Wright’s book has no poetry or paradox anywhere in it. Since the poetic-comic side of Buddhism is one of its most appealing features, this leaves the book a little short on charm. Yet, if you never feel that Wright is telling you something profound or beautiful, you also never feel that he is telling you something untrue. Direct and unambiguous, tracing his own history in meditation practice, he makes Buddhist ideas and their history clear. Perhaps he makes the ideas too clear ... The dwindling down of Buddhism into another life-style choice will doubtless irritate many, and Wright will likely be sneered at for reducing Buddhism to another bourgeois amenity, like yoga or green juice. Yet what Wright is doing seems an honorable, even a sublime, achievement. Basically, he says that meditation has made him somewhat less irritable.
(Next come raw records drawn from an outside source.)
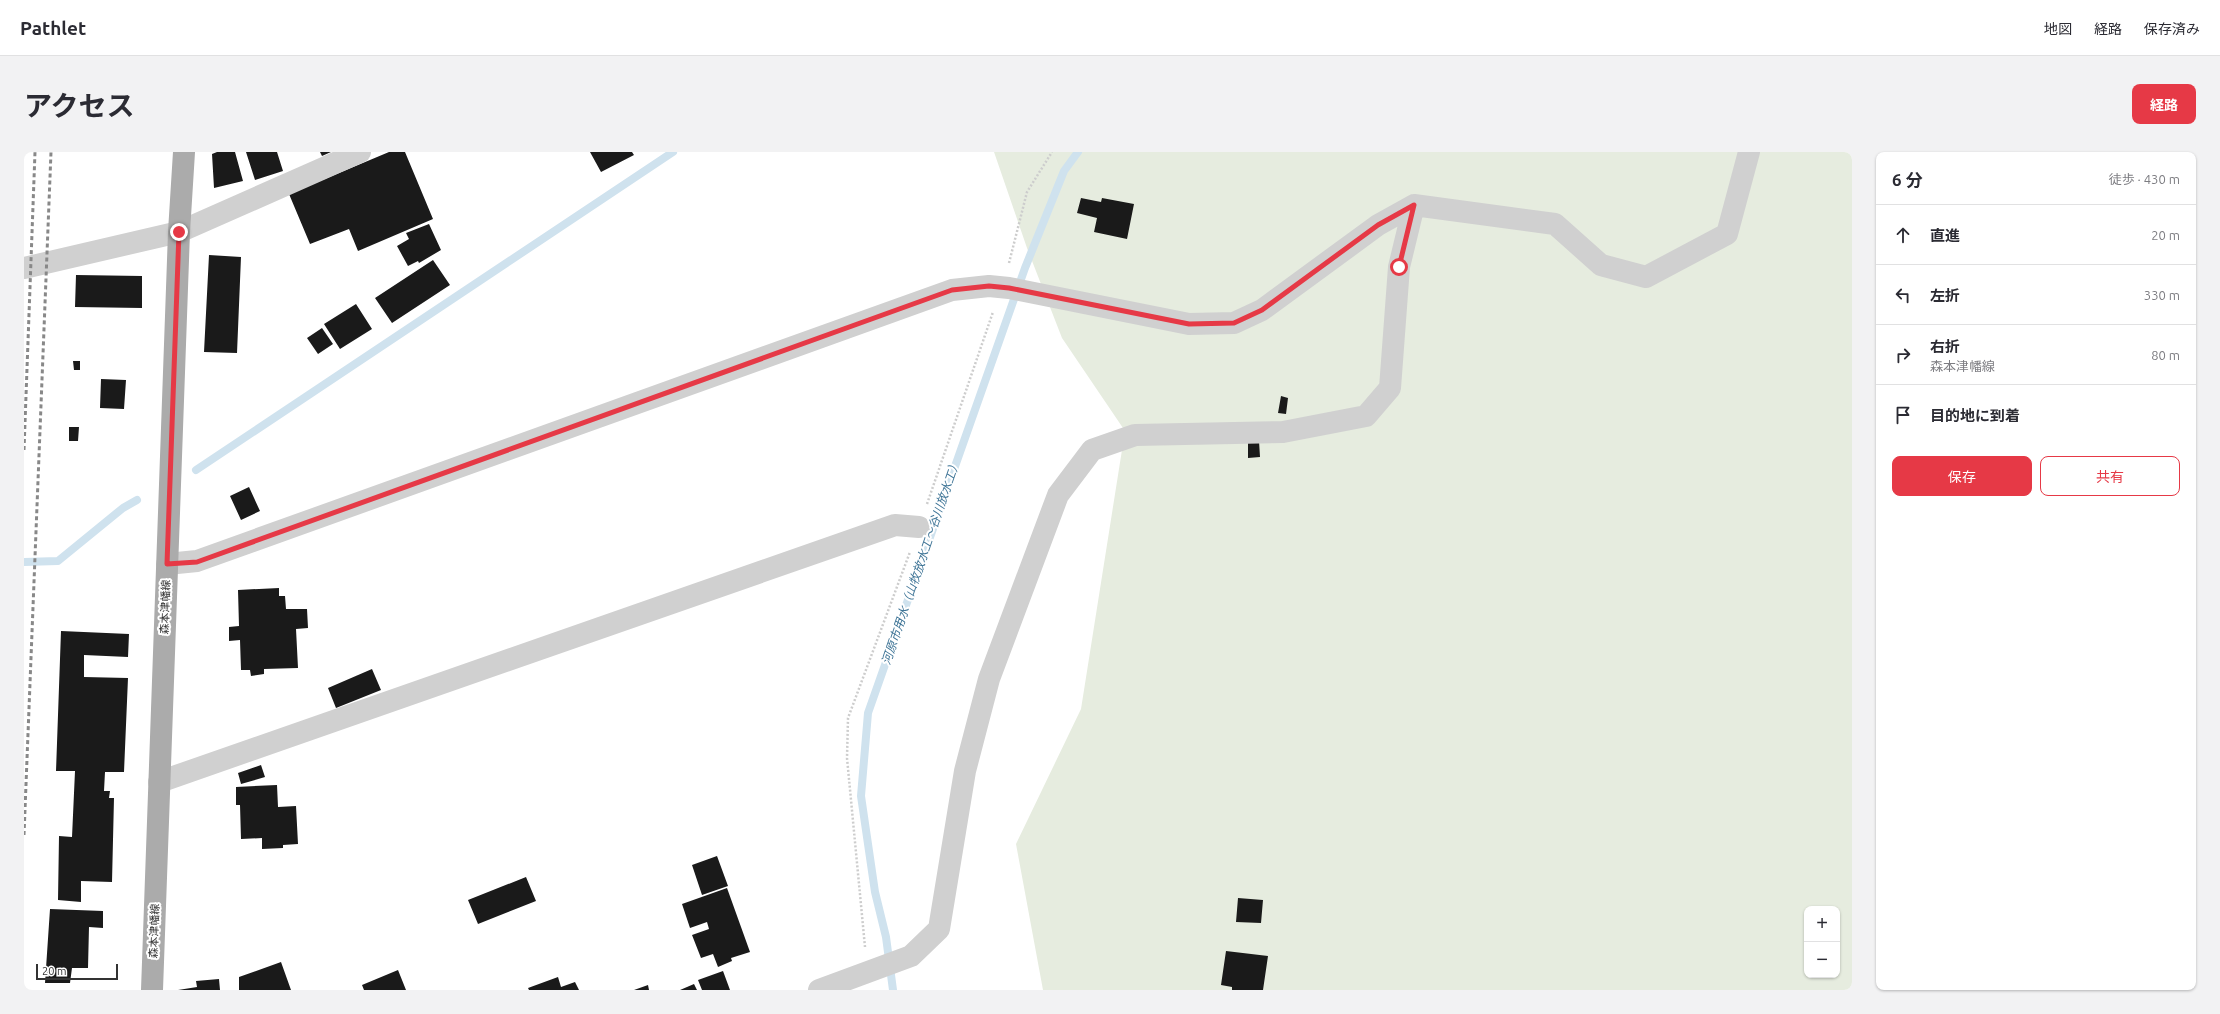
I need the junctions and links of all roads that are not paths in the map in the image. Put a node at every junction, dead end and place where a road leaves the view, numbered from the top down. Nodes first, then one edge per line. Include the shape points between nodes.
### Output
1 (184, 152) edge
2 (360, 152) edge
3 (1749, 152) edge
4 (1414, 205) junction
5 (179, 232) junction
6 (24, 268) edge
7 (919, 527) road end
8 (167, 564) junction
9 (159, 782) junction
10 (879, 973) edge
11 (152, 990) edge
12 (819, 990) edge

1 - 5 main road, 森本津幡線
2 - 5 street
3 - 4 street via 1727,234 1646,277 1601,265 1555,224
4 - 8 street via 1378,225 1262,310 1234,323 1189,324 989,286 952,290 197,562
4 - 10 street via 1399,267 1390,388 1366,416 1283,432 1135,435 1092,450 1058,495 989,679 965,771 939,929 911,956
5 - 6 street
5 - 8 main road, 森本津幡線
7 - 9 street via 895,525
8 - 9 main road, 森本津幡線
9 - 11 main road, 森本津幡線
10 - 12 street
Being somewhat less irritable is not the kind of achievement that people usually look to religion for, but it may be as good an achievement as we ought to expect.
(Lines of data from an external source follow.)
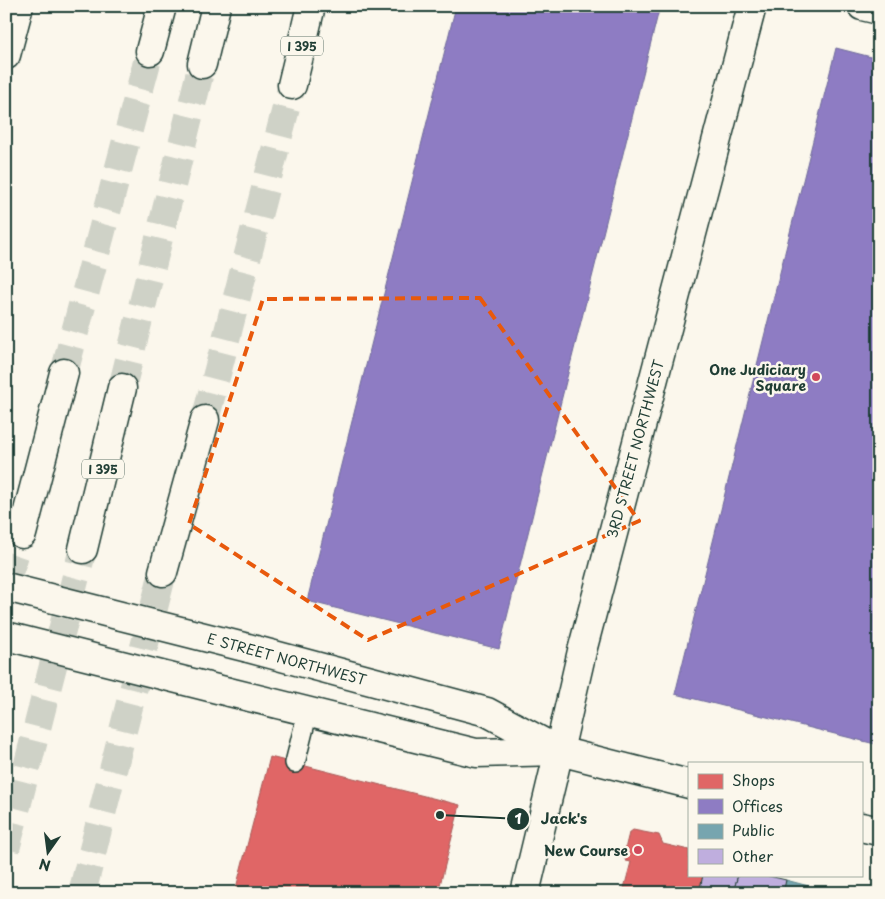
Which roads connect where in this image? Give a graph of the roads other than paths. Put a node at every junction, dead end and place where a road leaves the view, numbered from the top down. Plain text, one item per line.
1 (19, 6) edge
2 (162, 6) edge
3 (216, 6) edge
4 (311, 6) edge
5 (752, 6) edge
6 (862, 6) edge
7 (879, 10) edge
8 (150, 51) tunnel mouth
9 (6, 55) edge
10 (202, 64) tunnel mouth
11 (292, 85) tunnel mouth
12 (64, 373) tunnel mouth
13 (122, 388) tunnel mouth
14 (205, 420) tunnel mouth
15 (22, 534) tunnel mouth
16 (83, 550) tunnel mouth
17 (163, 572) tunnel mouth
18 (6, 587) edge
19 (6, 636) edge
20 (308, 712) junction
21 (559, 751) junction
22 (295, 763) dead end
23 (688, 784) edge
24 (862, 827) edge
25 (879, 831) edge
26 (524, 893) edge

1 - 9 main road
2 - 8 main road
3 - 10 main road
4 - 11 main road, I 395
5 - 21 main road, 3RD STREET NORTHWEST
6 - 7 main road
12 - 15 main road
13 - 16 main road, I 395
14 - 17 main road
18 - 21 main road, E STREET NORTHWEST, bridge
19 - 20 main road, E STREET NORTHWEST, bridge
20 - 21 main road, E STREET NORTHWEST
20 - 22 lane
21 - 23 main road, E STREET NORTHWEST
21 - 26 main road, 3RD STREET NORTHWEST
24 - 25 main road

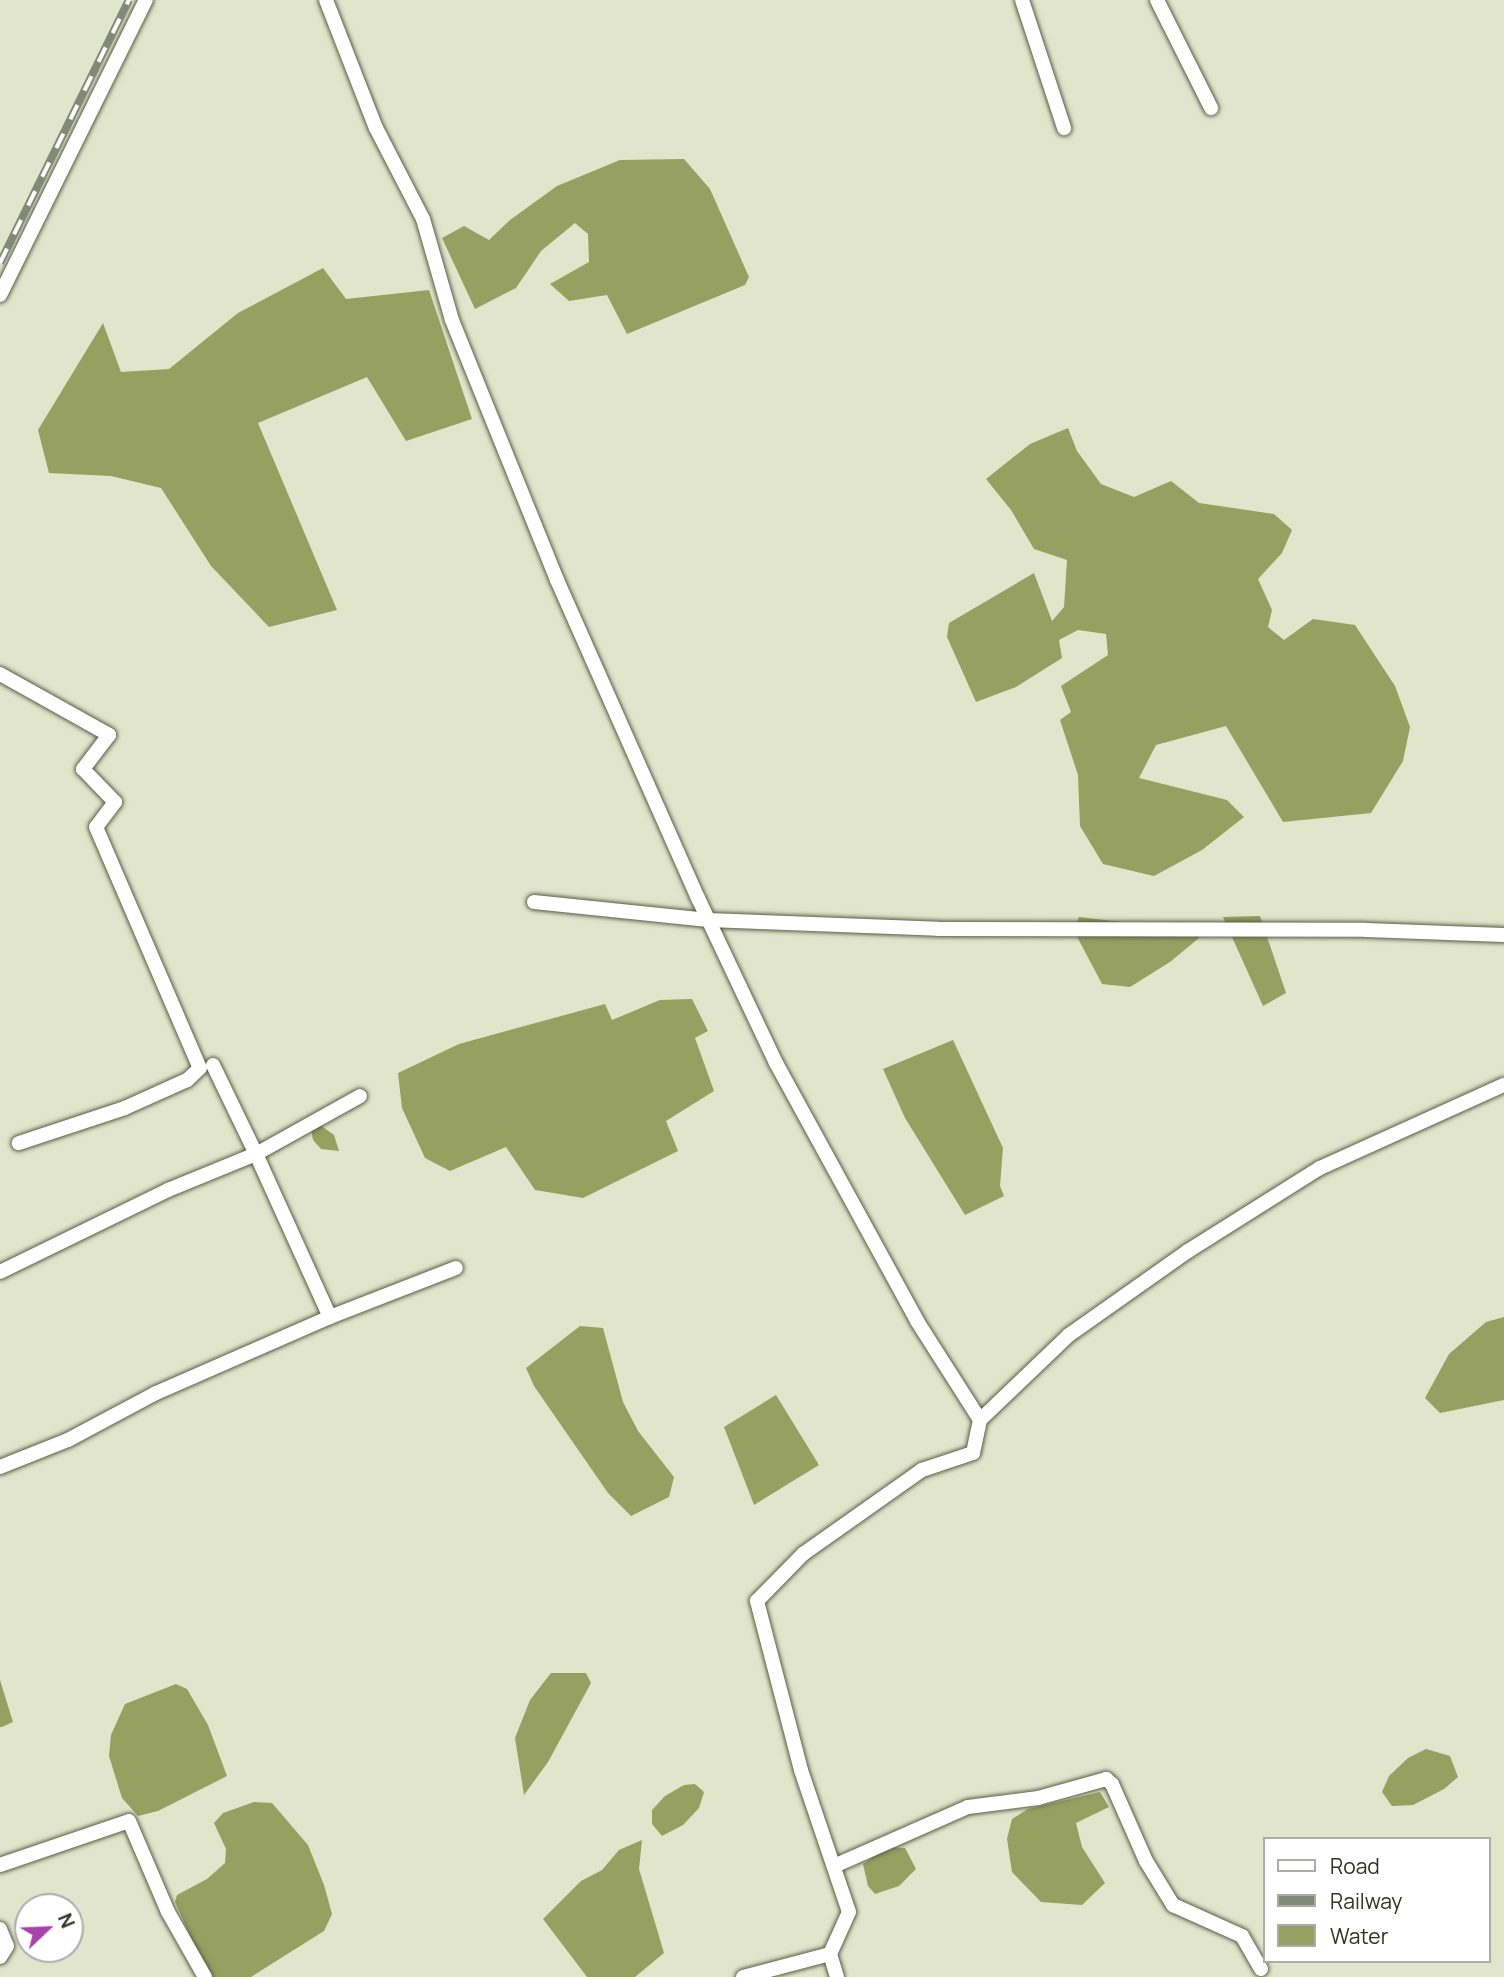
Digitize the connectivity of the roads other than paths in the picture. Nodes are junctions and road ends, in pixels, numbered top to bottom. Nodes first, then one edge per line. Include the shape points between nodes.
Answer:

...while he does not make a fully convincing case for some of his more grandiose claims about truth and freedom, his argument contains many interesting and illuminating points ... Wright’s enthusiasm for meditation is understandable. But his claims that meditation can help avert global catastrophes stemming from ethnic, religious, national and ideological conflict are less persuasive ... Perhaps the most basic problem with his argument is what it lacks: a vision of how to live a good and meaningful life. Quieting the raging clamor of perception, sensation and emotion may be a necessary condition for living a good life, but is it also sufficient? In short, once we’ve achieved some degree of tranquility through meditation or otherwise, how are we to live? By neglecting this question, Wright fails to consider the seductions of a dangerously permissive relativism and narcissism.
To produce his demonstrations and to support the idea that Buddhism is 'true,' Wright relies on science, especially on evolutionary psychology, cognitive science and neuroscience. This is a sensible approach, and in relation to Buddhism it is almost mainstream ... Wright’s book is provocative, informative and, in many respects, deeply rewarding ... I found myself not just agreeing but applauding the author, on a number of passages. A case in point is his unflinching embrace of the notion of feeling, which he understands as the mental experiences of physiological states, states imbued with a valence ranging from positive and pleasant to negative and unpleasant ... Wright is not as persuasive when he attempts to establish the truth of Buddhism by considering the circumstances in which feelings arise.